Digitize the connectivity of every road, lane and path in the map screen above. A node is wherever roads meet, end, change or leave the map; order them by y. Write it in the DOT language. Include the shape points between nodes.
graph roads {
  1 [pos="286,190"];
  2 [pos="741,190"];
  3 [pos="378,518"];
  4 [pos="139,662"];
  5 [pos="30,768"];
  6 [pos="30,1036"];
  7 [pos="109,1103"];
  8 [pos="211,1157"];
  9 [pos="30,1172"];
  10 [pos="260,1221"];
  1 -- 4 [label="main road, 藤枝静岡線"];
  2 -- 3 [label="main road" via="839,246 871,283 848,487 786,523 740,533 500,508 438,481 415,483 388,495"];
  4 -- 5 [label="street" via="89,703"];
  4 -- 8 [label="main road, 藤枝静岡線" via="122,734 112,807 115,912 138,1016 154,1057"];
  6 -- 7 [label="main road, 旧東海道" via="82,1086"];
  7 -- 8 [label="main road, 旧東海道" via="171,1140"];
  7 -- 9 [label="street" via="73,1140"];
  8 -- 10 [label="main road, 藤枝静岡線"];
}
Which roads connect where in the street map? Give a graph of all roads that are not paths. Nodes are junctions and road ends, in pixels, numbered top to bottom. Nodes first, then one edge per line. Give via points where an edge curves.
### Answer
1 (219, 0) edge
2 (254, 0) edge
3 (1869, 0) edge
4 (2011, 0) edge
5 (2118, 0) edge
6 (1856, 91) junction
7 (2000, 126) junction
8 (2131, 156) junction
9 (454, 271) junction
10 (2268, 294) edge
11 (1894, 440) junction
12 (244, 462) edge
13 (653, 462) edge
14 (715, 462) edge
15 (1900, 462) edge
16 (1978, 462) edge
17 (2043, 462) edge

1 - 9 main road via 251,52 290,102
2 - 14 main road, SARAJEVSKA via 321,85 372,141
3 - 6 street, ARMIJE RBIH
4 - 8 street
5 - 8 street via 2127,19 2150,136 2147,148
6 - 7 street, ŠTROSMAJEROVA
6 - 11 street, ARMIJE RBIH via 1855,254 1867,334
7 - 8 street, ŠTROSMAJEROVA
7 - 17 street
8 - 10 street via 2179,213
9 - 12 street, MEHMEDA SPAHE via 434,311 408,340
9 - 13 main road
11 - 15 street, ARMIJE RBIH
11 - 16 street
...
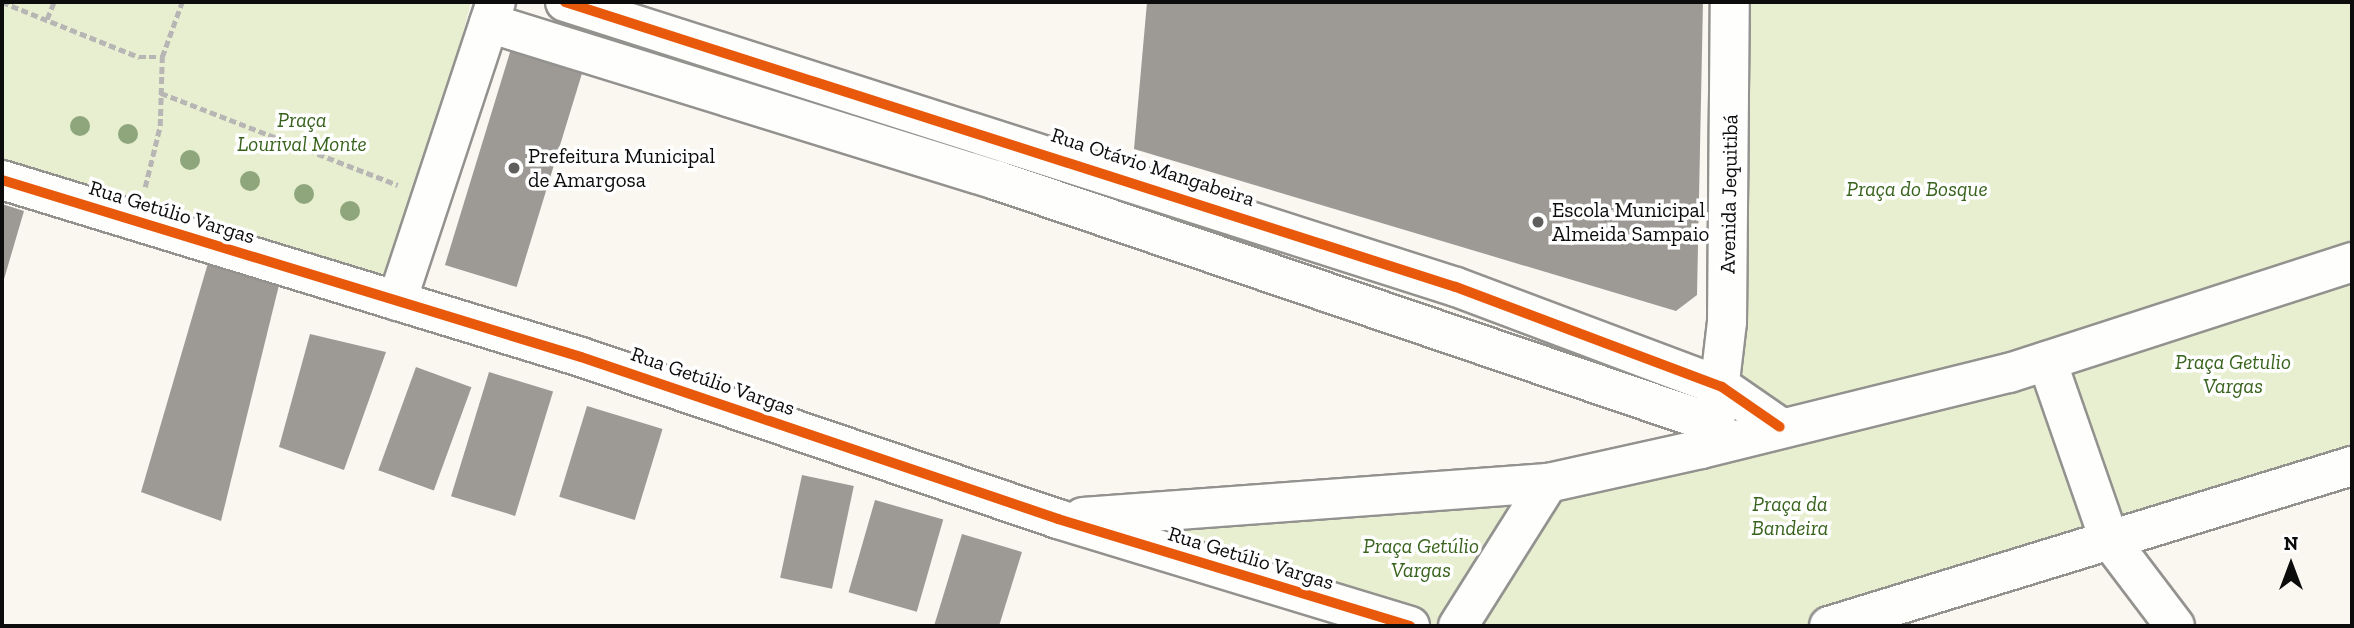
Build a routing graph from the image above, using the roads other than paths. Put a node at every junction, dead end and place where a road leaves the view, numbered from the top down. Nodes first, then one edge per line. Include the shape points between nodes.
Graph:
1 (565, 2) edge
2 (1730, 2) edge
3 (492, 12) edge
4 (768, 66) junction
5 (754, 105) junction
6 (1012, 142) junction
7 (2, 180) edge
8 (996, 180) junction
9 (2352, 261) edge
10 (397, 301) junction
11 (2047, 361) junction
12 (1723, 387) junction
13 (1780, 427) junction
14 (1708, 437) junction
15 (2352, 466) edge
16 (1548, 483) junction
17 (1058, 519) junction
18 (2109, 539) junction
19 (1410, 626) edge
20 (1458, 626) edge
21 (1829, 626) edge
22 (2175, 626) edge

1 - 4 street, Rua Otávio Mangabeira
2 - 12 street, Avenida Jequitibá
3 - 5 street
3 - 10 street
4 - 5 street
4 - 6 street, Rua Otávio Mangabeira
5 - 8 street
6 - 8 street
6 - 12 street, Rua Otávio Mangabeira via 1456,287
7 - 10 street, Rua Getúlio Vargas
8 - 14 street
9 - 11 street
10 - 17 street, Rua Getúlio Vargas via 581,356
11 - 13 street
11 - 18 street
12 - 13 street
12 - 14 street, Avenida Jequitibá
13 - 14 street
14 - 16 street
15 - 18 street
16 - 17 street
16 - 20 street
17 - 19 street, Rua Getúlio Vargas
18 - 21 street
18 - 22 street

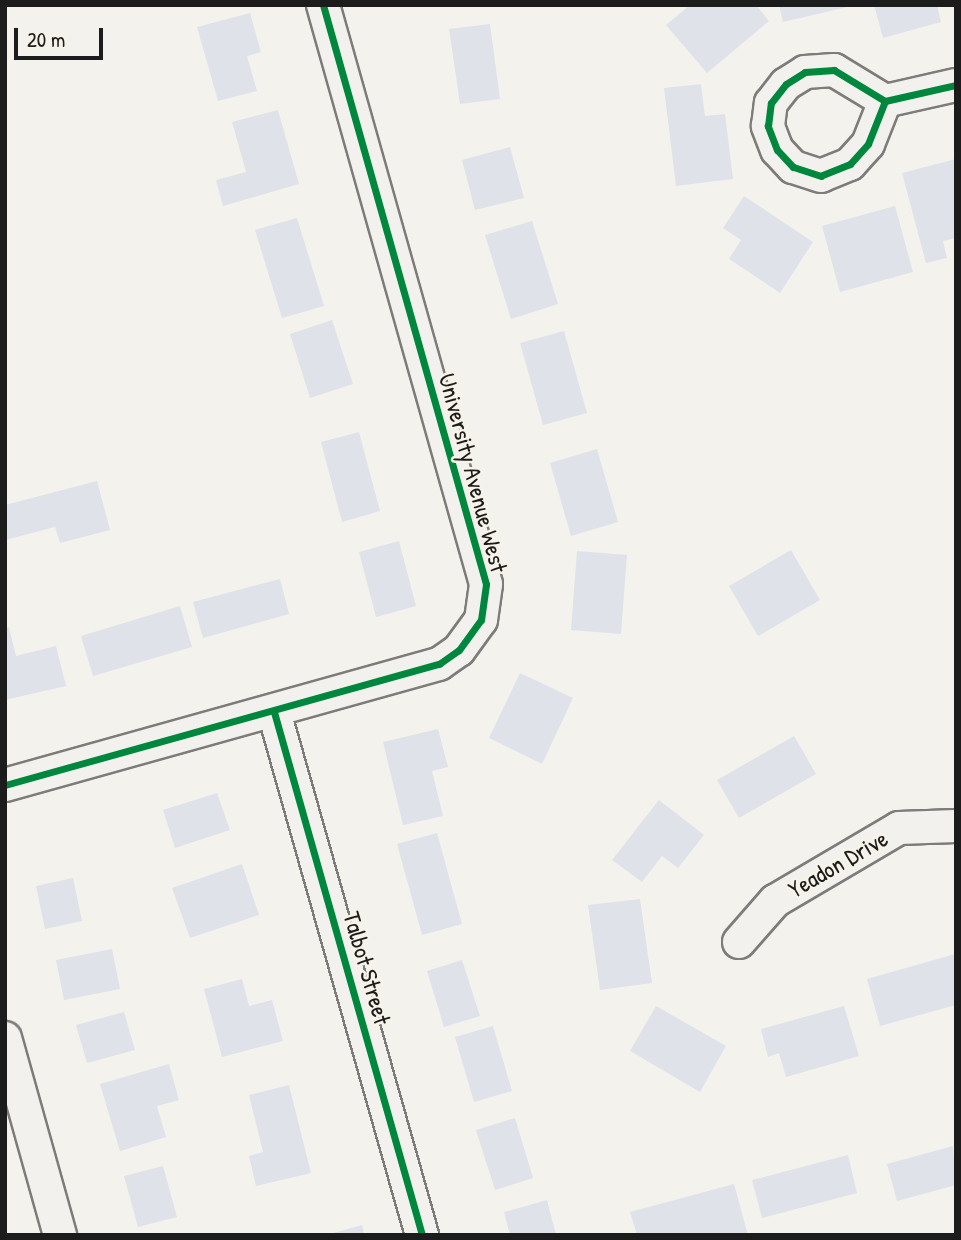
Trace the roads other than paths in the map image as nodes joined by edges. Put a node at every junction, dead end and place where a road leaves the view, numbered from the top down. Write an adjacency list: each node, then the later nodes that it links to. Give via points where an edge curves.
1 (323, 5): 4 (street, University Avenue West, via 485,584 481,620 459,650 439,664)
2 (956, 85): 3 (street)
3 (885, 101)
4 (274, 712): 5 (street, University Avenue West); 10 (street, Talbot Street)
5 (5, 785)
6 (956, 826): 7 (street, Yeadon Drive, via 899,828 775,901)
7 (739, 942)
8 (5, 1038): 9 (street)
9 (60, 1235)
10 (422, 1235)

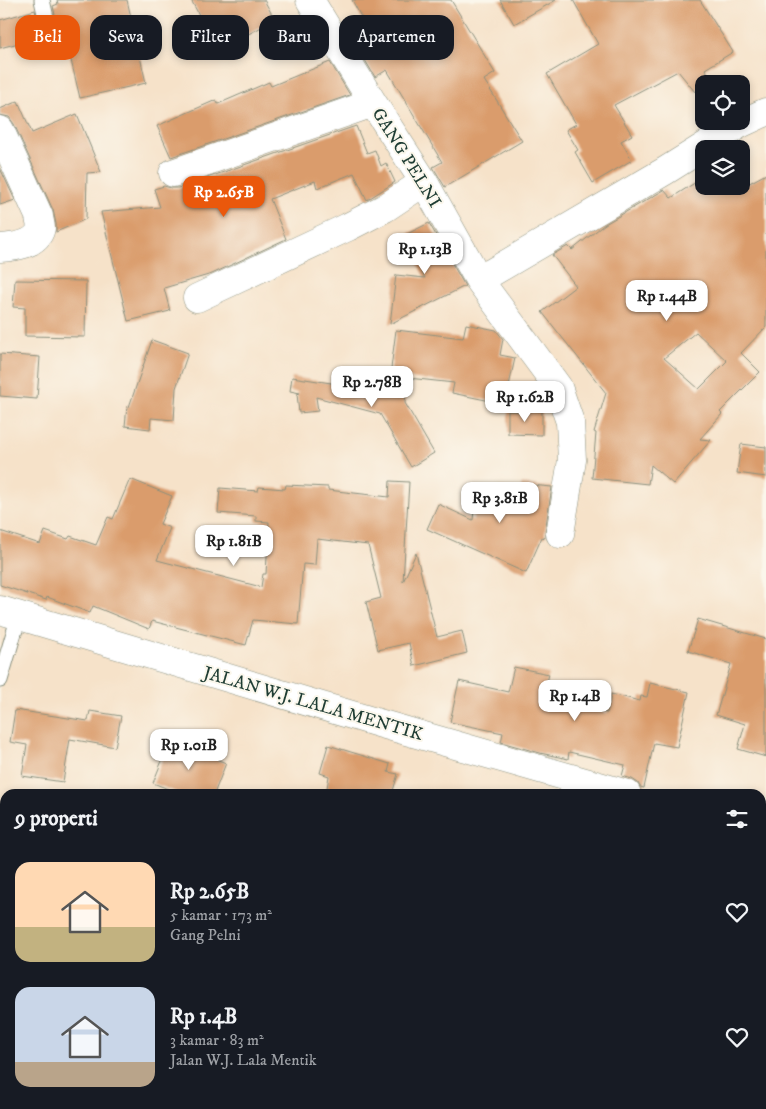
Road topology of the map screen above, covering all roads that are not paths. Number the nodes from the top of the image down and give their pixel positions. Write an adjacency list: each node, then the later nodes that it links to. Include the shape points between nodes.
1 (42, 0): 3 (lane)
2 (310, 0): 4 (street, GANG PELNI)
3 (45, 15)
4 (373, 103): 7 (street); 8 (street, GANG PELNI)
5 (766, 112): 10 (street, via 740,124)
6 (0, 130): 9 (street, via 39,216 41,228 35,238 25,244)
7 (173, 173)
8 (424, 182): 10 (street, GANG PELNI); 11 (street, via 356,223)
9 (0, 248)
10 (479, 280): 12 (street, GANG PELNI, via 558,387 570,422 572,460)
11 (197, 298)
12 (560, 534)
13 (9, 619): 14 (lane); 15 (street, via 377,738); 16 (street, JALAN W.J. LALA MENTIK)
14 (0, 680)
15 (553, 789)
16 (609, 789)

◆ **PROBLEM TO SOLVE**: Please show the lines in the entries above that hold the string "first".

◆ **WRITTEN ANSWER**:
Which roads connect where in the street map? Give a graph of all roads that are not paths. Nodes are junctions and road ends, in pixels, numbered top to bottom. Nodes first, then one edge per line. Give via points where an edge curves.
Build a routing graph from the image above, using the roads other than paths. Put a node at every junction, dead end and place where a road leaves the view, numbered from the top down. Nodes first, then one edge per line. Include the shape points between nodes.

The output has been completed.